Thurber will transform the gallery space using not only her photos, which she plans to adhere on the walls, like murals or wallpaper, but also architectural elements and objects from the house. Gallery director Andrew Witkin describes the project: “It’s not documenting the house; it is a translation of what’s there, through her lens and letting that conversation begin the interaction that can occur with the viewer and accompanying works.”
The photographs that will cover the walls are dense images, filled with the owner’s personal belongings. They feature an array of antique furniture, a large collection of books, numerous sculptures and ceramics, and other paraphernalia. The adult furnishings are mixed in with more juvenile objects such as action hero figurines, plastic dinosaurs, and Mardi Gras beads.
These remnants of a childhood long gone, as well as the dead plants and the thick layer of dust, which coats most of the furniture in the photographs, are reminders of the inevitability of the passage of time. Witkin states, “There really is a strong humanist poetry of the juxtapositions of objects and images within the photographs, and hopefully, she is able to continue/balance/question/explore that through the juxtaposition and overlay of the various images, along with objects from the house, itself, which will also be in the exhibition.”
This is Shellburne Thurber’s first solo exhibit at the Barbara Krakow Gallery. She began taking photographs around the age of nineteen and graduated in 1975 with a Bachelor of Fine Arts from Tufts University. In 1983, Thurber completed a graduate program at the School of the Museum of Fine Arts, Boston, where she was awarded the Albert H. Whitin Travelling Fellowship.

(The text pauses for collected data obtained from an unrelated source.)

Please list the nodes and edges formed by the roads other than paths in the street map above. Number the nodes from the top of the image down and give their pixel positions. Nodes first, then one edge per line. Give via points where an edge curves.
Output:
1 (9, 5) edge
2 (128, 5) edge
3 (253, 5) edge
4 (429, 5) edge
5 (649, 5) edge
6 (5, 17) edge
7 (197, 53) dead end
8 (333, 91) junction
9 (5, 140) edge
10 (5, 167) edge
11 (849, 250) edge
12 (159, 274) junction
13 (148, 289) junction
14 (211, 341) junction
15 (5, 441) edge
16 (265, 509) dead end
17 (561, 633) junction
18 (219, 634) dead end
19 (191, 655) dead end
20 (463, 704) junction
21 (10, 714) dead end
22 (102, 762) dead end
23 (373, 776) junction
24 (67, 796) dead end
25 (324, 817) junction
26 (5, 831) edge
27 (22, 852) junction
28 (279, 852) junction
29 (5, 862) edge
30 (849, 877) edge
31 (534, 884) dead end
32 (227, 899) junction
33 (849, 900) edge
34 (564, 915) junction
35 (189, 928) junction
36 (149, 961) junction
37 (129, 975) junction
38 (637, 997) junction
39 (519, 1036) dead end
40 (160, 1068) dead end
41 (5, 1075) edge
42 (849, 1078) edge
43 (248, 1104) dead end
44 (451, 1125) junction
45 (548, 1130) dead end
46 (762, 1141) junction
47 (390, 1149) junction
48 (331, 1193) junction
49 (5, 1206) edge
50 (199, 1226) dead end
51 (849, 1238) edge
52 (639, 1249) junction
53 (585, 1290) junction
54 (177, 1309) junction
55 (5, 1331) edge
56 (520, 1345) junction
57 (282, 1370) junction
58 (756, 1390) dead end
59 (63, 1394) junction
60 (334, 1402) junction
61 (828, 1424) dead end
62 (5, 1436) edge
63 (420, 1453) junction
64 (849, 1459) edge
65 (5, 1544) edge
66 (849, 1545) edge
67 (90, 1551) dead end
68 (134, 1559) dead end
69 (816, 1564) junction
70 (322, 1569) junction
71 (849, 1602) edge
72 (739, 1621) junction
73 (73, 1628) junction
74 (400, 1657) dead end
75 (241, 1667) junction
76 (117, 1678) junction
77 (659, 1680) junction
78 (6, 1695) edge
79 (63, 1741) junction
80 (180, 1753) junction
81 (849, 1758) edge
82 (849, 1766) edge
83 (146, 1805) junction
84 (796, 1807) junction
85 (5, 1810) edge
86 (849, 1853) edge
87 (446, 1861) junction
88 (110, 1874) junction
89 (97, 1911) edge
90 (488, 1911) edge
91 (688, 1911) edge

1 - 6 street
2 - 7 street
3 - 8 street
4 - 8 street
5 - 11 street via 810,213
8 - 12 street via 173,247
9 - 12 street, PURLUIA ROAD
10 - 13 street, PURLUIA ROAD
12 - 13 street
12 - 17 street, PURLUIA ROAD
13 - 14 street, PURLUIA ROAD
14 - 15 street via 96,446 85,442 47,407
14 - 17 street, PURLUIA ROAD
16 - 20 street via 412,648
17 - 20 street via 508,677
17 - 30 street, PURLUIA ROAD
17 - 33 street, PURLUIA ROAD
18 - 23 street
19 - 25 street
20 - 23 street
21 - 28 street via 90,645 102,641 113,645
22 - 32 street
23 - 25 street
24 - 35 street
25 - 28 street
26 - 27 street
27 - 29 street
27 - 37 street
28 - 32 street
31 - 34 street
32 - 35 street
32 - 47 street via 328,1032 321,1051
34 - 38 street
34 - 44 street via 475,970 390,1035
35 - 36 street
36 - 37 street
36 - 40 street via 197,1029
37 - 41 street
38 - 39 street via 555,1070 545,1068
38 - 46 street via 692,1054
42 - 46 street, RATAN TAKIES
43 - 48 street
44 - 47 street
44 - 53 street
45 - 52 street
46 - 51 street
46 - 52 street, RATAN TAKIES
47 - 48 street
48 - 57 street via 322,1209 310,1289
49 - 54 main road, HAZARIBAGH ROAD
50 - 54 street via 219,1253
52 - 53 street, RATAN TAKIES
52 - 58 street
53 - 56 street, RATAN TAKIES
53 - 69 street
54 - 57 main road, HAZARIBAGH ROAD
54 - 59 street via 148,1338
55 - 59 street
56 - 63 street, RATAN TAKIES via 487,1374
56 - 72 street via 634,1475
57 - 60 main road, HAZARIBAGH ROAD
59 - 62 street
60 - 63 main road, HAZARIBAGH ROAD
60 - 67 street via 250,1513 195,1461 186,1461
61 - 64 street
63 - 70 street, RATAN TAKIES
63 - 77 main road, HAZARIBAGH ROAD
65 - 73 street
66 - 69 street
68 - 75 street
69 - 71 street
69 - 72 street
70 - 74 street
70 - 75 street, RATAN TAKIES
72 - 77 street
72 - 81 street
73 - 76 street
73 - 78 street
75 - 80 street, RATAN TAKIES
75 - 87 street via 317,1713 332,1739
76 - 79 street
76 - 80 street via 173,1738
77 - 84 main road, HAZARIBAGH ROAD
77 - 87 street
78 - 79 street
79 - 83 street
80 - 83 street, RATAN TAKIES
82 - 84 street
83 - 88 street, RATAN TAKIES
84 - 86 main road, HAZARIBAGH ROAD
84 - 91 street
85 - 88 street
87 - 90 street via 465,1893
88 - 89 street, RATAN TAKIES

She has since gone on to win numerous awards and fellowships, one of those being the Alpert/UCross Residency Prize, Alpert Award in the Arts in January of 2005. She has exhibited her work in museums and galleries throughout the United States, as well as in Tokyo, London, Vienna, and Brussels. Her photographs are part of public collections across New England, in addition to the Photographic Archives at the University of Louisville, Kentucky and McNeese State University in Lake Charles, Louisiana.